ASSIGNMENT → Your answer should hold each line of the material that contains the word "السلوم".

◇ ◇ ◇

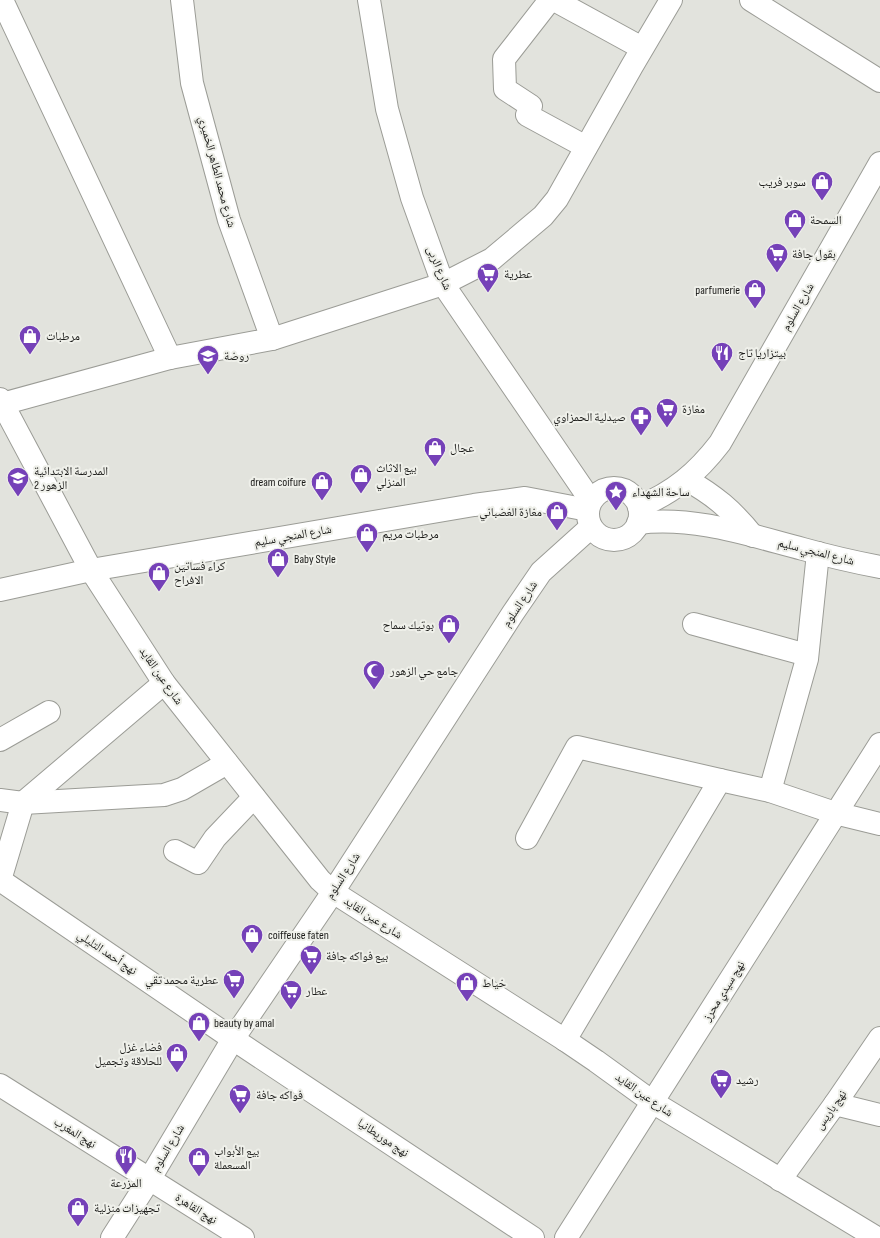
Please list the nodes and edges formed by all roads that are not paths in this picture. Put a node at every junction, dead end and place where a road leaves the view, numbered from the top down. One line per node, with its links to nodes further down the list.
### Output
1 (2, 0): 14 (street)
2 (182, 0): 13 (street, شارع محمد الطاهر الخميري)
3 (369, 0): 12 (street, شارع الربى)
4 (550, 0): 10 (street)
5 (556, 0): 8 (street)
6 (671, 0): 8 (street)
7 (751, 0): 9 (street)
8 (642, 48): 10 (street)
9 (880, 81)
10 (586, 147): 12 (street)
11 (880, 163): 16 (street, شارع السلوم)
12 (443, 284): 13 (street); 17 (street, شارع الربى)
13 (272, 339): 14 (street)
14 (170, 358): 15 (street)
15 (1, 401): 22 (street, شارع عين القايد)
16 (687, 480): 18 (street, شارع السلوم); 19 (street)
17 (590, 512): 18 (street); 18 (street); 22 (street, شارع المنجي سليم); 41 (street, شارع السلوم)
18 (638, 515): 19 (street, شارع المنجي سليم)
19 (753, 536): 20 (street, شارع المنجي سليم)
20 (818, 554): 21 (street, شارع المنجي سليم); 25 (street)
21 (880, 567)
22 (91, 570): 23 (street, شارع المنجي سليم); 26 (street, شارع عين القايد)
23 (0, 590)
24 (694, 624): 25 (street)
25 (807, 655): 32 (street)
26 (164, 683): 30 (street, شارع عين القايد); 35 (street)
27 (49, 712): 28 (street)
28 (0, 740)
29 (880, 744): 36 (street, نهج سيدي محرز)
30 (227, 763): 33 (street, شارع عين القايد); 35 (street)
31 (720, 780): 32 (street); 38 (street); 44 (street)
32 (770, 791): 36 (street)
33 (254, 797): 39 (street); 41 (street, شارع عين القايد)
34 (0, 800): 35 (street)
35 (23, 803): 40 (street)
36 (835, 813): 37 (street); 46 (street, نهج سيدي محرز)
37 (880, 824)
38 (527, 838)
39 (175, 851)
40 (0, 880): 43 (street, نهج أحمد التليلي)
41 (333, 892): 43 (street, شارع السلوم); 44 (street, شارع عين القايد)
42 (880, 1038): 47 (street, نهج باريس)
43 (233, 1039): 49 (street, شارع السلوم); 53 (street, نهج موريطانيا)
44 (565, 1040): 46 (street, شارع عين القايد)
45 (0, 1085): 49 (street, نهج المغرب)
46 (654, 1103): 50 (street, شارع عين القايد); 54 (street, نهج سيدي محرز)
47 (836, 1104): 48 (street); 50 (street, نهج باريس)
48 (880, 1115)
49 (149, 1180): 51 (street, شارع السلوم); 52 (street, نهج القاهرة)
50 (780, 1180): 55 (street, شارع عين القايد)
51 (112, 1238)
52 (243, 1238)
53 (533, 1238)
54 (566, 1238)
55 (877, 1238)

◇ ◇ ◇

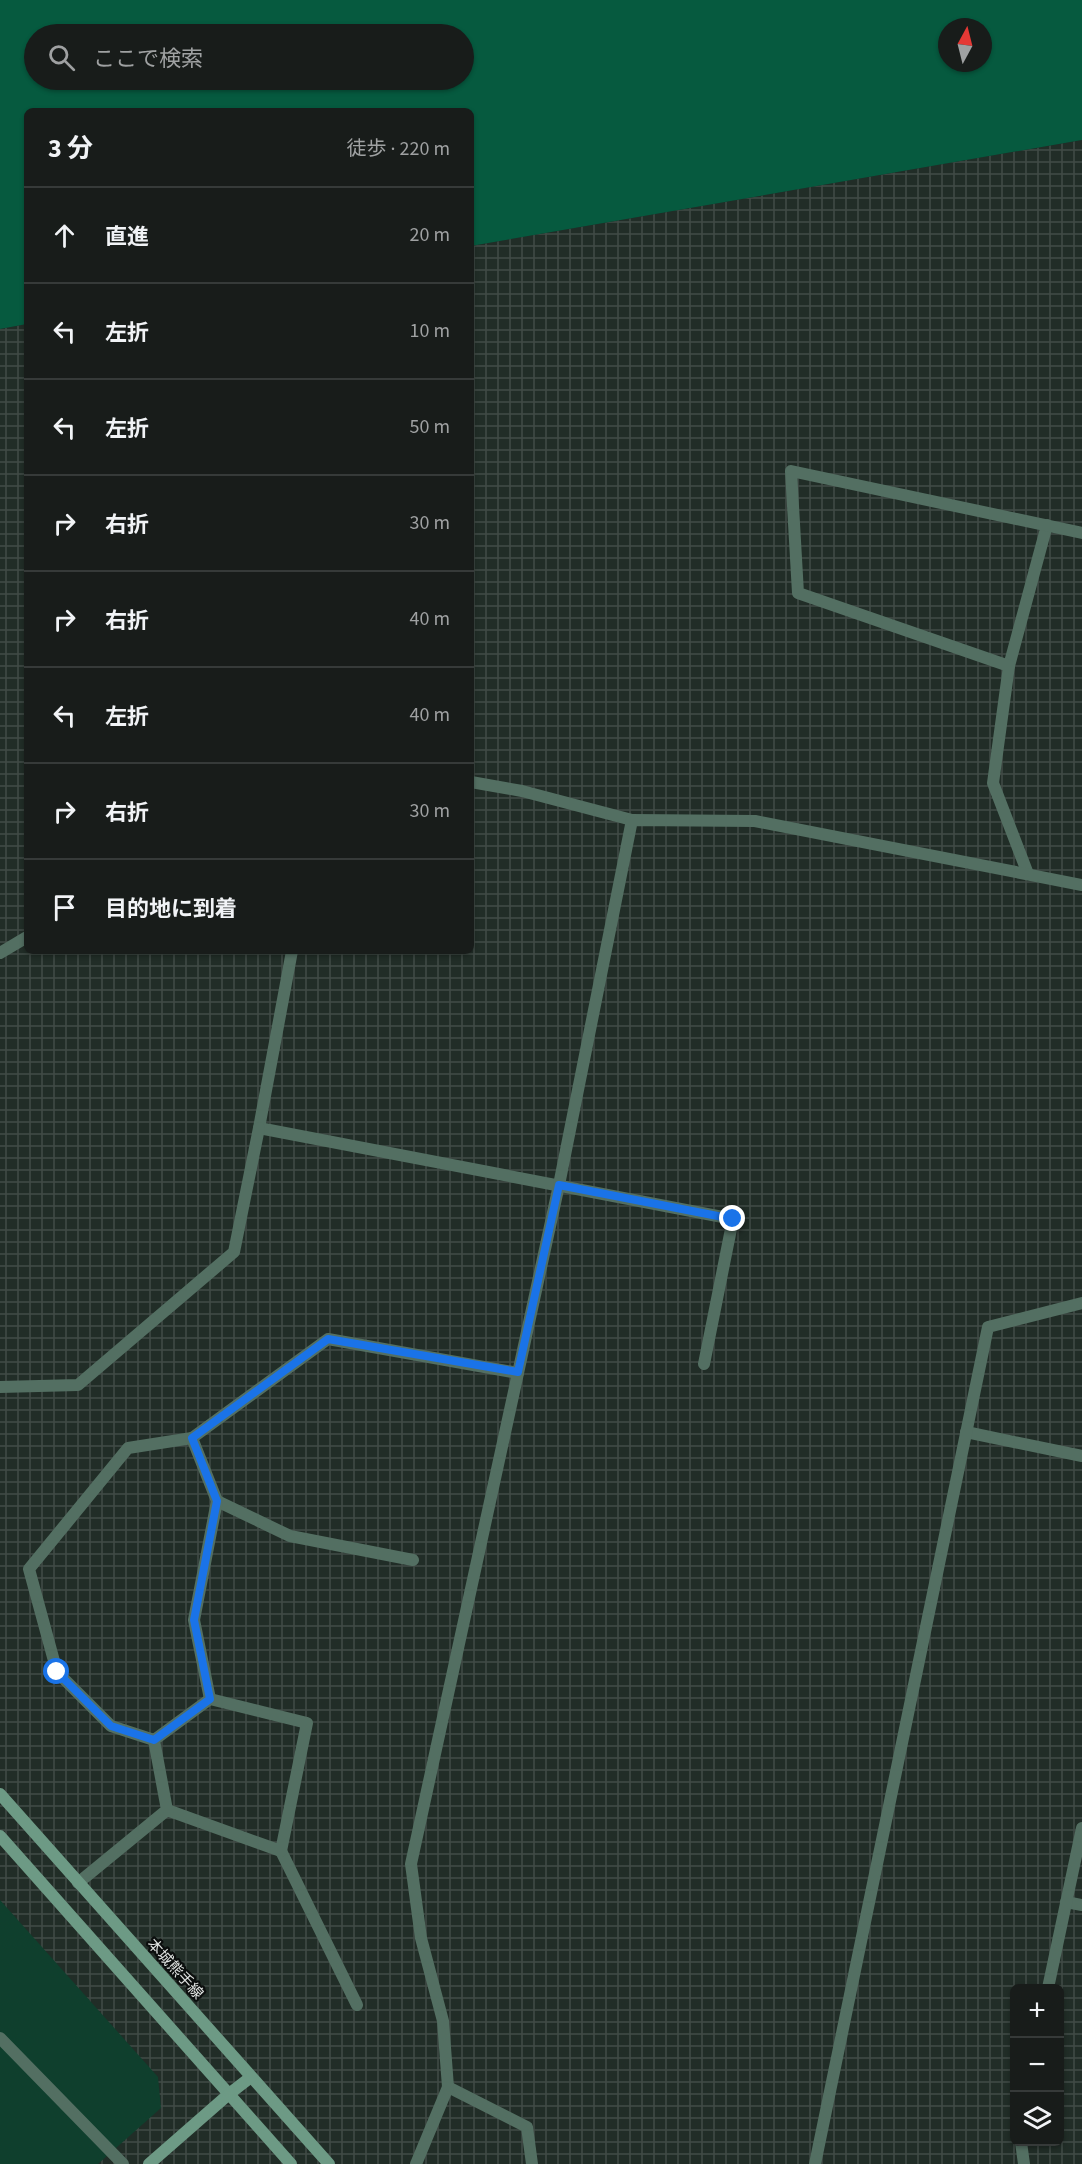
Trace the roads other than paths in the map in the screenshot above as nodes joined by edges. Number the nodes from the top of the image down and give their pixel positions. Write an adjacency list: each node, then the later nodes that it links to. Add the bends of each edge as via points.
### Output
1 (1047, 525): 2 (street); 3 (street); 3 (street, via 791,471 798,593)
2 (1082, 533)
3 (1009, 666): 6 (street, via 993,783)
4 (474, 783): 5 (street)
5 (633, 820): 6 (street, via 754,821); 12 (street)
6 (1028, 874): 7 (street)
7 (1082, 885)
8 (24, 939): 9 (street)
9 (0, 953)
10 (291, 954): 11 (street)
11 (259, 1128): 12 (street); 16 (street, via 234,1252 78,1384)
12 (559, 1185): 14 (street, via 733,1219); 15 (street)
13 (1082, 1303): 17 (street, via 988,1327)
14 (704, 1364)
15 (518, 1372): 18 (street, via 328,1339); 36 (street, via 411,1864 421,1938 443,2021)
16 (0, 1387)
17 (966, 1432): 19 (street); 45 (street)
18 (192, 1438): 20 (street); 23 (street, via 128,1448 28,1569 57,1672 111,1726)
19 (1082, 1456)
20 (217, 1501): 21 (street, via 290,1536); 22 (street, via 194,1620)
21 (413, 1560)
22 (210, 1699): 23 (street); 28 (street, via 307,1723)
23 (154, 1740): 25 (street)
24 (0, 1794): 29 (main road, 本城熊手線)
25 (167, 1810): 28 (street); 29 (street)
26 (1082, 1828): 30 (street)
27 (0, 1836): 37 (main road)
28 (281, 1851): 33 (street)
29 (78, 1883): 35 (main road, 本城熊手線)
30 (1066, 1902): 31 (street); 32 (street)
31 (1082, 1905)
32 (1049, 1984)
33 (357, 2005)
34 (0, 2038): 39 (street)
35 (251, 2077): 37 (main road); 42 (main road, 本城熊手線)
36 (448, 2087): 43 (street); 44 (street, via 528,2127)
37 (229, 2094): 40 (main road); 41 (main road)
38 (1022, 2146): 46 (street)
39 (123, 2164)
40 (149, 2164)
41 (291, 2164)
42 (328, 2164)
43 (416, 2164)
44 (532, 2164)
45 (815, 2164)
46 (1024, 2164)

◇ ◇ ◇

RESULT BELOW →
11 (880, 163): 16 (street, شارع السلوم)
16 (687, 480): 18 (street, شارع السلوم); 19 (street)
17 (590, 512): 18 (street); 18 (street); 22 (street, شارع المنجي سليم); 41 (street, شارع السلوم)
41 (333, 892): 43 (street, شارع السلوم); 44 (street, شارع عين القايد)
43 (233, 1039): 49 (street, شارع السلوم); 53 (street, نهج موريطانيا)
49 (149, 1180): 51 (street, شارع السلوم); 52 (street, نهج القاهرة)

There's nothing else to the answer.